Instructions to follow:
Which of the lines below include the word "Yorkstone"? Pull each one out.

Study material:
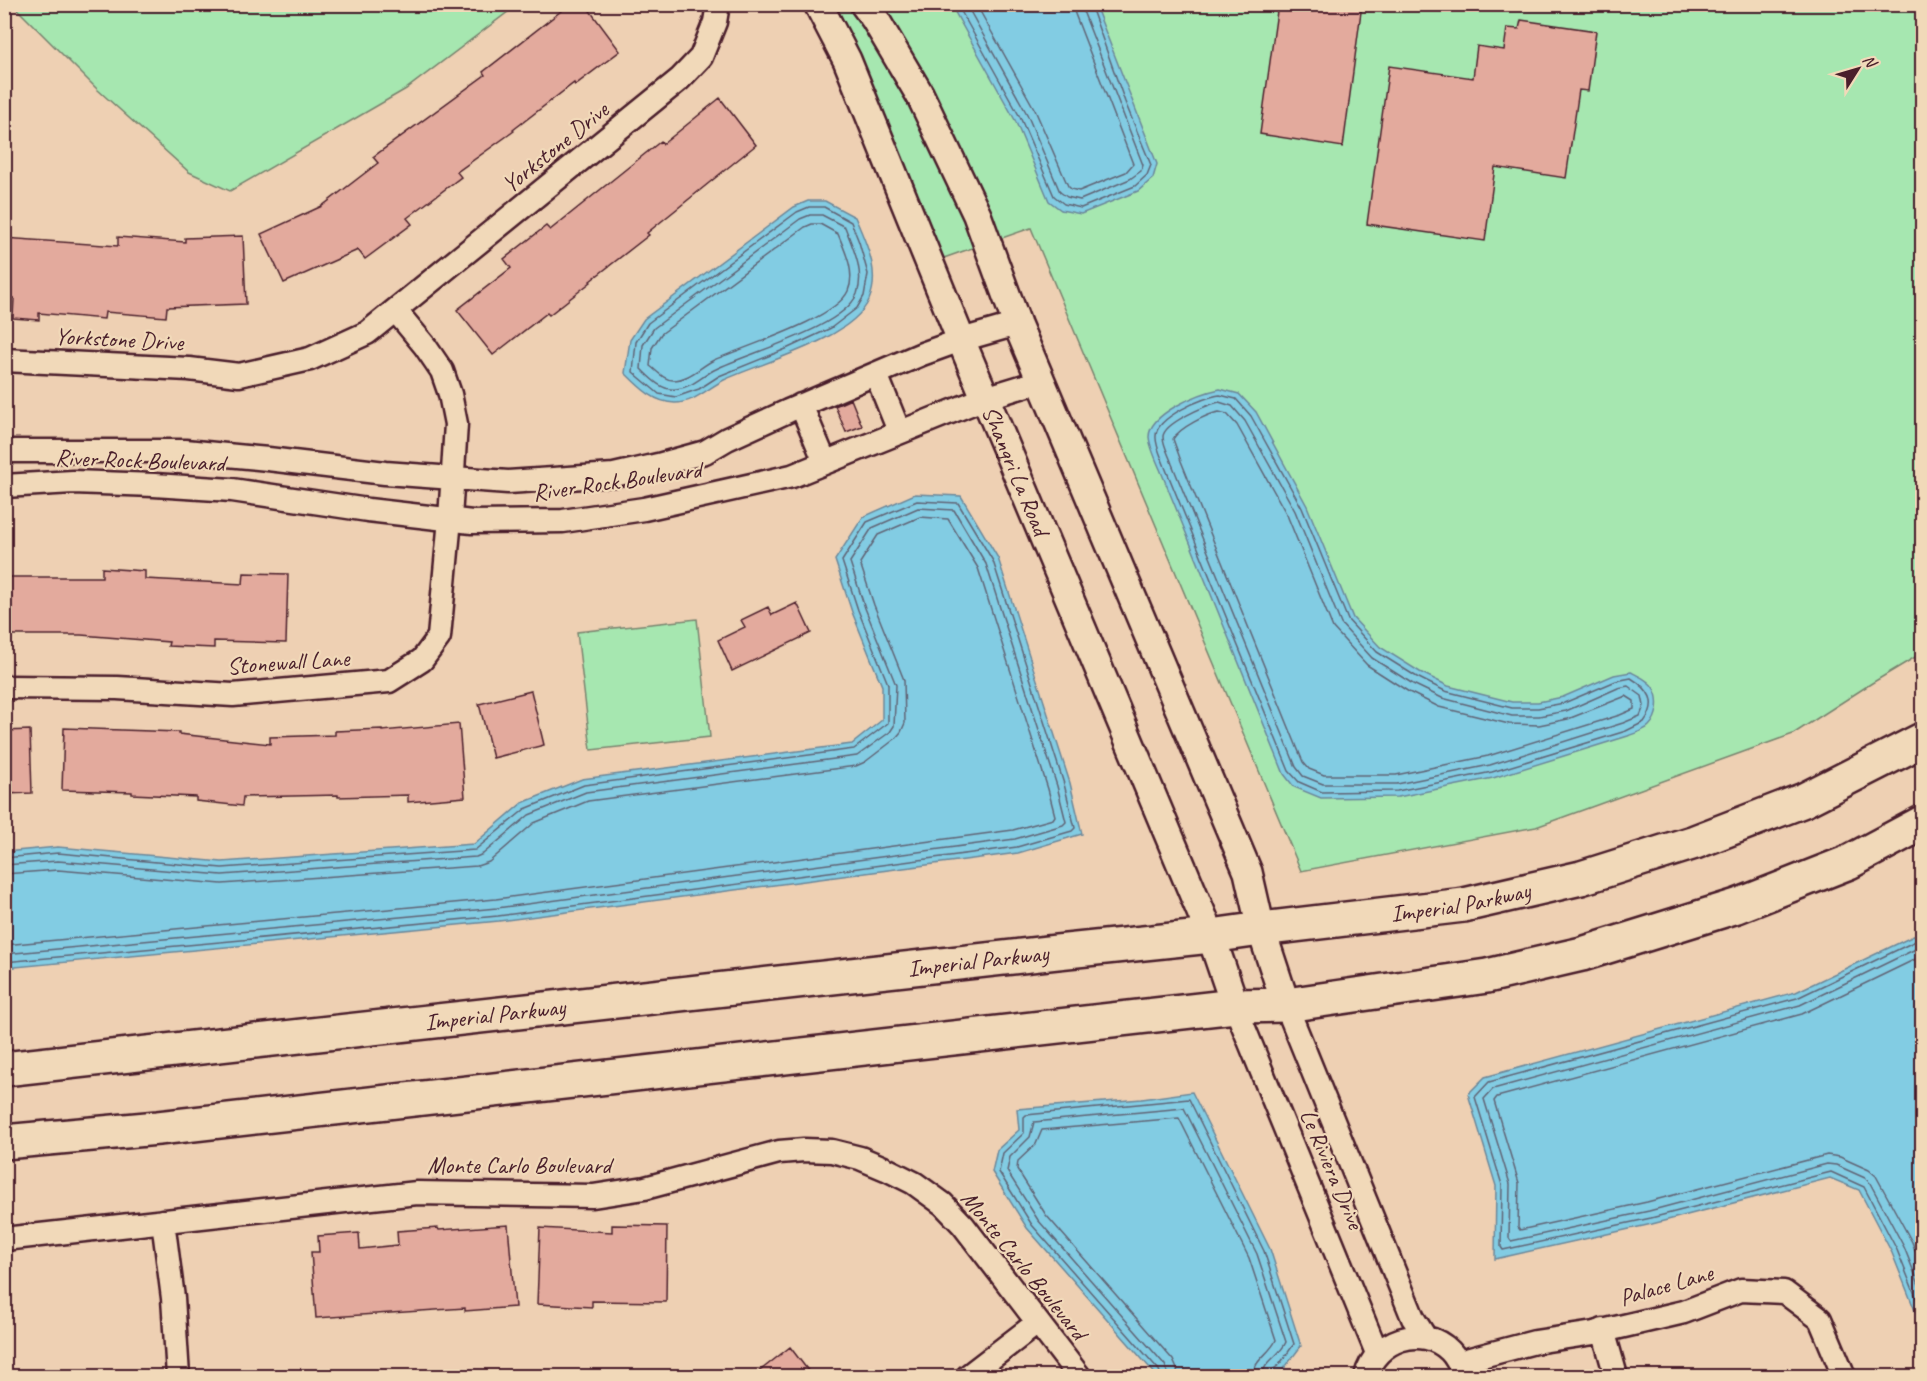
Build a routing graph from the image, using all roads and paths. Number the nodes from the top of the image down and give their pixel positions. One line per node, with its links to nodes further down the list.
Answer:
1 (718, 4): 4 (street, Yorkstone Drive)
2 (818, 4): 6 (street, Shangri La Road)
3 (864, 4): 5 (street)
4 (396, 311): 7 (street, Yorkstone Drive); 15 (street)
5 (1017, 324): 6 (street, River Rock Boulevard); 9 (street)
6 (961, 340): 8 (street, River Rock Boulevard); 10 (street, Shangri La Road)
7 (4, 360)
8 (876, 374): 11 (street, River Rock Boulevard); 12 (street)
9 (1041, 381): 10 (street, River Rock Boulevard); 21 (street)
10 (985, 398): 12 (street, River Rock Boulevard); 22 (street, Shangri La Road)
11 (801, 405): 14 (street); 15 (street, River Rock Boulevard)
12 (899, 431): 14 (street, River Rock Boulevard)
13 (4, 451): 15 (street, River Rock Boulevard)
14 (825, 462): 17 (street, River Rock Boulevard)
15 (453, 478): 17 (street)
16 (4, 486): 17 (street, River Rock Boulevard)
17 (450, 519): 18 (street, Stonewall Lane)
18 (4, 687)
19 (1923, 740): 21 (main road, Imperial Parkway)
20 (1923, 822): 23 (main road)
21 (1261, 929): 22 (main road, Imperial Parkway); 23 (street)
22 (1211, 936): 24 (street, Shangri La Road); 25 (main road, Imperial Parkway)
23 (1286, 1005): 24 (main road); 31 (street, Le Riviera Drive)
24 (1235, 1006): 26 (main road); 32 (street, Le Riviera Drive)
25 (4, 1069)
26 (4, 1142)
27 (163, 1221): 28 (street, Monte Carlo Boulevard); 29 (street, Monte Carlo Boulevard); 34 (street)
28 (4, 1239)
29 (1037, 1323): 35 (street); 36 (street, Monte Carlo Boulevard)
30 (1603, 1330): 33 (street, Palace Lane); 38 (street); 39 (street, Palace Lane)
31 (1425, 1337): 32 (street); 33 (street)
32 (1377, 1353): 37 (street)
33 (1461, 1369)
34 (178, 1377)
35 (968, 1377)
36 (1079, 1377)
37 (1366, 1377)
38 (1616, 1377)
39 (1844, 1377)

---

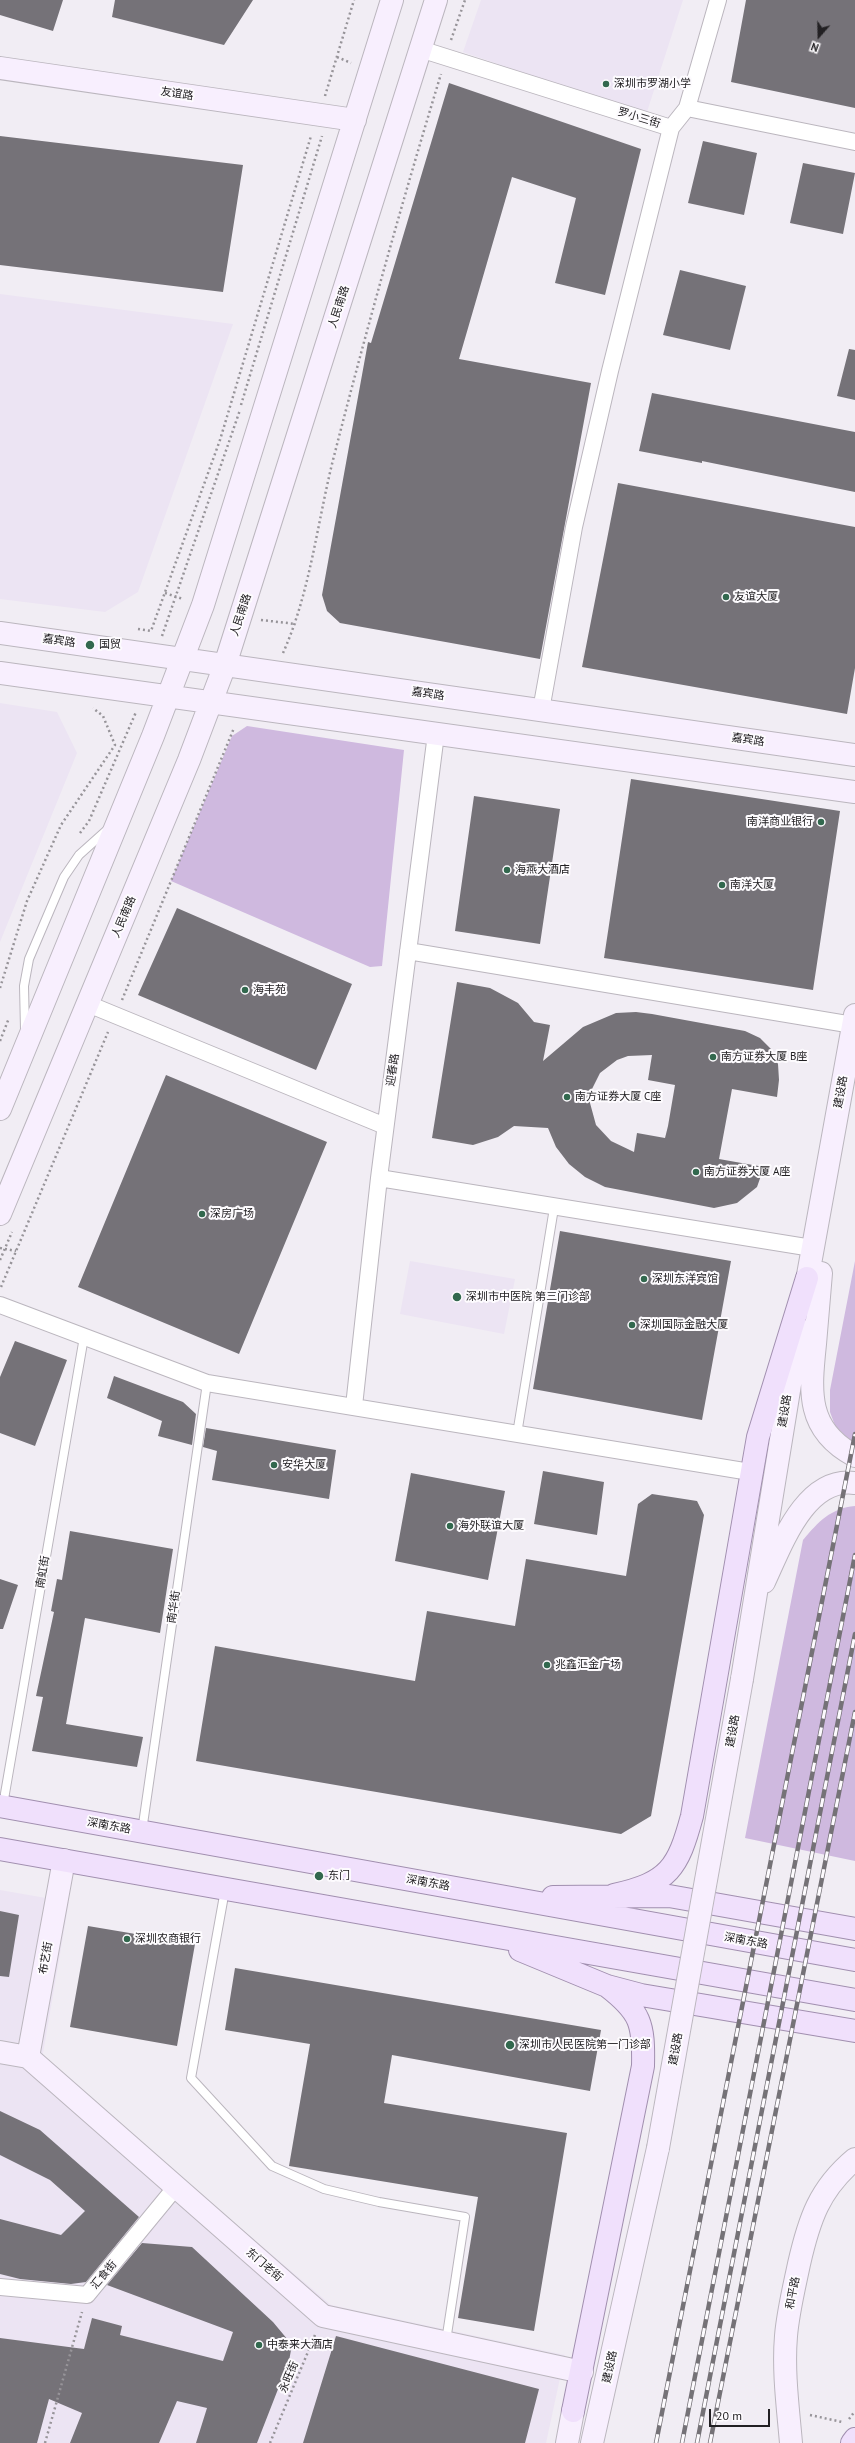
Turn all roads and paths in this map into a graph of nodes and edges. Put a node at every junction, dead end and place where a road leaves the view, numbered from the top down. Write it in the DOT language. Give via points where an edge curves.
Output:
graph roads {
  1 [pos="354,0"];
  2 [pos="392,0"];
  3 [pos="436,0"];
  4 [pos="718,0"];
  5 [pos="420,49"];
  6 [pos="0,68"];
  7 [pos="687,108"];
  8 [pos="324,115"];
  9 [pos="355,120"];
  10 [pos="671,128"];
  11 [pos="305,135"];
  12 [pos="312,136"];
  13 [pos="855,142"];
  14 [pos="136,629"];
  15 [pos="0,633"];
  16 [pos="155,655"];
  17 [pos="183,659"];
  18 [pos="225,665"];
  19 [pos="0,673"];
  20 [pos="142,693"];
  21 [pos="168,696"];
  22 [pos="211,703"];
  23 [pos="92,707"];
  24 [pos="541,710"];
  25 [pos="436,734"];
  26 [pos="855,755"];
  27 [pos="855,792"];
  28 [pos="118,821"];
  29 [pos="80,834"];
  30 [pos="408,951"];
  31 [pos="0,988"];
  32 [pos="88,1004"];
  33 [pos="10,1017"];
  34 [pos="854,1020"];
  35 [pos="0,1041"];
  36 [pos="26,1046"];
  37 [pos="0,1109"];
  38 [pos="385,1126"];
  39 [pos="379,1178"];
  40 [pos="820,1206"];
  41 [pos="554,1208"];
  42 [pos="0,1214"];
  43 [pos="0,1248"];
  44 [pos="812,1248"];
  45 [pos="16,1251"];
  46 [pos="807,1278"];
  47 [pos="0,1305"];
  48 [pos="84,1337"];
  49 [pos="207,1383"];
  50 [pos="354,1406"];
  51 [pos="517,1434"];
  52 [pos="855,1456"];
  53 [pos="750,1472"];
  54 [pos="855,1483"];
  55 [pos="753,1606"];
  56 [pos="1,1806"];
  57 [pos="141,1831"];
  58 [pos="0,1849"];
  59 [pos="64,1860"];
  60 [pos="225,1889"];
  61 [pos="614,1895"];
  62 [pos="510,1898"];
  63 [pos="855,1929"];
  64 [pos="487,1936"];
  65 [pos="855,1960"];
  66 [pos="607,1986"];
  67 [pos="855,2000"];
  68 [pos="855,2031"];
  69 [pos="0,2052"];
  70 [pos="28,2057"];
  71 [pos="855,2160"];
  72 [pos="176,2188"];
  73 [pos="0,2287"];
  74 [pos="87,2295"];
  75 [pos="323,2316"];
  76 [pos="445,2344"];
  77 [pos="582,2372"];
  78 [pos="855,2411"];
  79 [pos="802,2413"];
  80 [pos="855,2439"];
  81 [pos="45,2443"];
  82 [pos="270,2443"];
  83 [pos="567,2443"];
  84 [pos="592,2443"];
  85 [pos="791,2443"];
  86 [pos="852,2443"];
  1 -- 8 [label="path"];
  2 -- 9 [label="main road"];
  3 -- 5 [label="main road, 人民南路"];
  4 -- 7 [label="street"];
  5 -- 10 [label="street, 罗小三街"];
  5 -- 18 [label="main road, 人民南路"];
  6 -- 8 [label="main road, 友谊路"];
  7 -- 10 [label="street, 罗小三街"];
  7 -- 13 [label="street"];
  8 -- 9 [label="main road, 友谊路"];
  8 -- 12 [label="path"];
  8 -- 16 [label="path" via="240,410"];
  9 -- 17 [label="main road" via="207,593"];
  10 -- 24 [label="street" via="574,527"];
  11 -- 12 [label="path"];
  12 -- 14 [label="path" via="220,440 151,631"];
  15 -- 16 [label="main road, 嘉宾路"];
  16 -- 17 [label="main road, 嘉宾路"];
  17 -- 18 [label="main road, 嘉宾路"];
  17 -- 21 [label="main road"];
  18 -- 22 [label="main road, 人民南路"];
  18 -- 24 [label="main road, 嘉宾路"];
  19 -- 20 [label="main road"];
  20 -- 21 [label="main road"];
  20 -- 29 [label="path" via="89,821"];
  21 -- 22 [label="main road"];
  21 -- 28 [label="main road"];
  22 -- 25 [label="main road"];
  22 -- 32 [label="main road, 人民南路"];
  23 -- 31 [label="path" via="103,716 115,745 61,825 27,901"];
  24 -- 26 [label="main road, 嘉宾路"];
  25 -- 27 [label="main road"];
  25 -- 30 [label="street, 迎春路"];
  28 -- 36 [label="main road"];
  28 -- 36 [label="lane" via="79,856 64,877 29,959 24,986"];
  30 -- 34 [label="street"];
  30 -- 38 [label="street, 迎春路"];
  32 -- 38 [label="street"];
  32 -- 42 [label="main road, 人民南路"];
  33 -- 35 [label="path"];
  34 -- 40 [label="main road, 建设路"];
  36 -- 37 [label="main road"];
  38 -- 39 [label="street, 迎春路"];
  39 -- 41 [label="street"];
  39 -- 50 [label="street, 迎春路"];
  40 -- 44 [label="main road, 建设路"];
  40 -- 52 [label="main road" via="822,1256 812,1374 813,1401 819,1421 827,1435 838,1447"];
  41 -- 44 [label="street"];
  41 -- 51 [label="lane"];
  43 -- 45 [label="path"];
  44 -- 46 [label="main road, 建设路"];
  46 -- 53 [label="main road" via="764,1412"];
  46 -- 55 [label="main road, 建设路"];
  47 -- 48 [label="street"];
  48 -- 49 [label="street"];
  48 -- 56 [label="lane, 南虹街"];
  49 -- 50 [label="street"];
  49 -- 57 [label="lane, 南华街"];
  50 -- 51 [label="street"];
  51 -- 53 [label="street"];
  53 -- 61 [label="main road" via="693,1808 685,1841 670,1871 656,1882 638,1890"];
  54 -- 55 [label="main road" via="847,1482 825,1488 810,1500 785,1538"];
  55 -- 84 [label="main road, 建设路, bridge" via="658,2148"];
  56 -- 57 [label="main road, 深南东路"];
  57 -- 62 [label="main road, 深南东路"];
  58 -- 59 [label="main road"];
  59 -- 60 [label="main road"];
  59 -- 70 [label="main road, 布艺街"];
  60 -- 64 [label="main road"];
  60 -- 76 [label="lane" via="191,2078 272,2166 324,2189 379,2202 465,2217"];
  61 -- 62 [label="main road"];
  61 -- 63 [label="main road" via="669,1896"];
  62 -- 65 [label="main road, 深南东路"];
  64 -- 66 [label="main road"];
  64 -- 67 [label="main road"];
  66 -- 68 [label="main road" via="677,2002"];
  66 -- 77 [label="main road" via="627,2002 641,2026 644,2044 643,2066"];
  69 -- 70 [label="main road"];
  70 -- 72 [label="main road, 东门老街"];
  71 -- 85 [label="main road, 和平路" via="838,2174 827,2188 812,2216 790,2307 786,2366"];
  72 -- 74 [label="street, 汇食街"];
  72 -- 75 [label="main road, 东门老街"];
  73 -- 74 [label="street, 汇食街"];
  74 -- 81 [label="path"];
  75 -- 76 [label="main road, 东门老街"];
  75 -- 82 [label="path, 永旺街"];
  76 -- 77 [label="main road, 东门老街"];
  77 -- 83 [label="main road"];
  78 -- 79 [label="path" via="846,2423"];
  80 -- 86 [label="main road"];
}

Exercise result:
1 (718, 4): 4 (street, Yorkstone Drive)
4 (396, 311): 7 (street, Yorkstone Drive); 15 (street)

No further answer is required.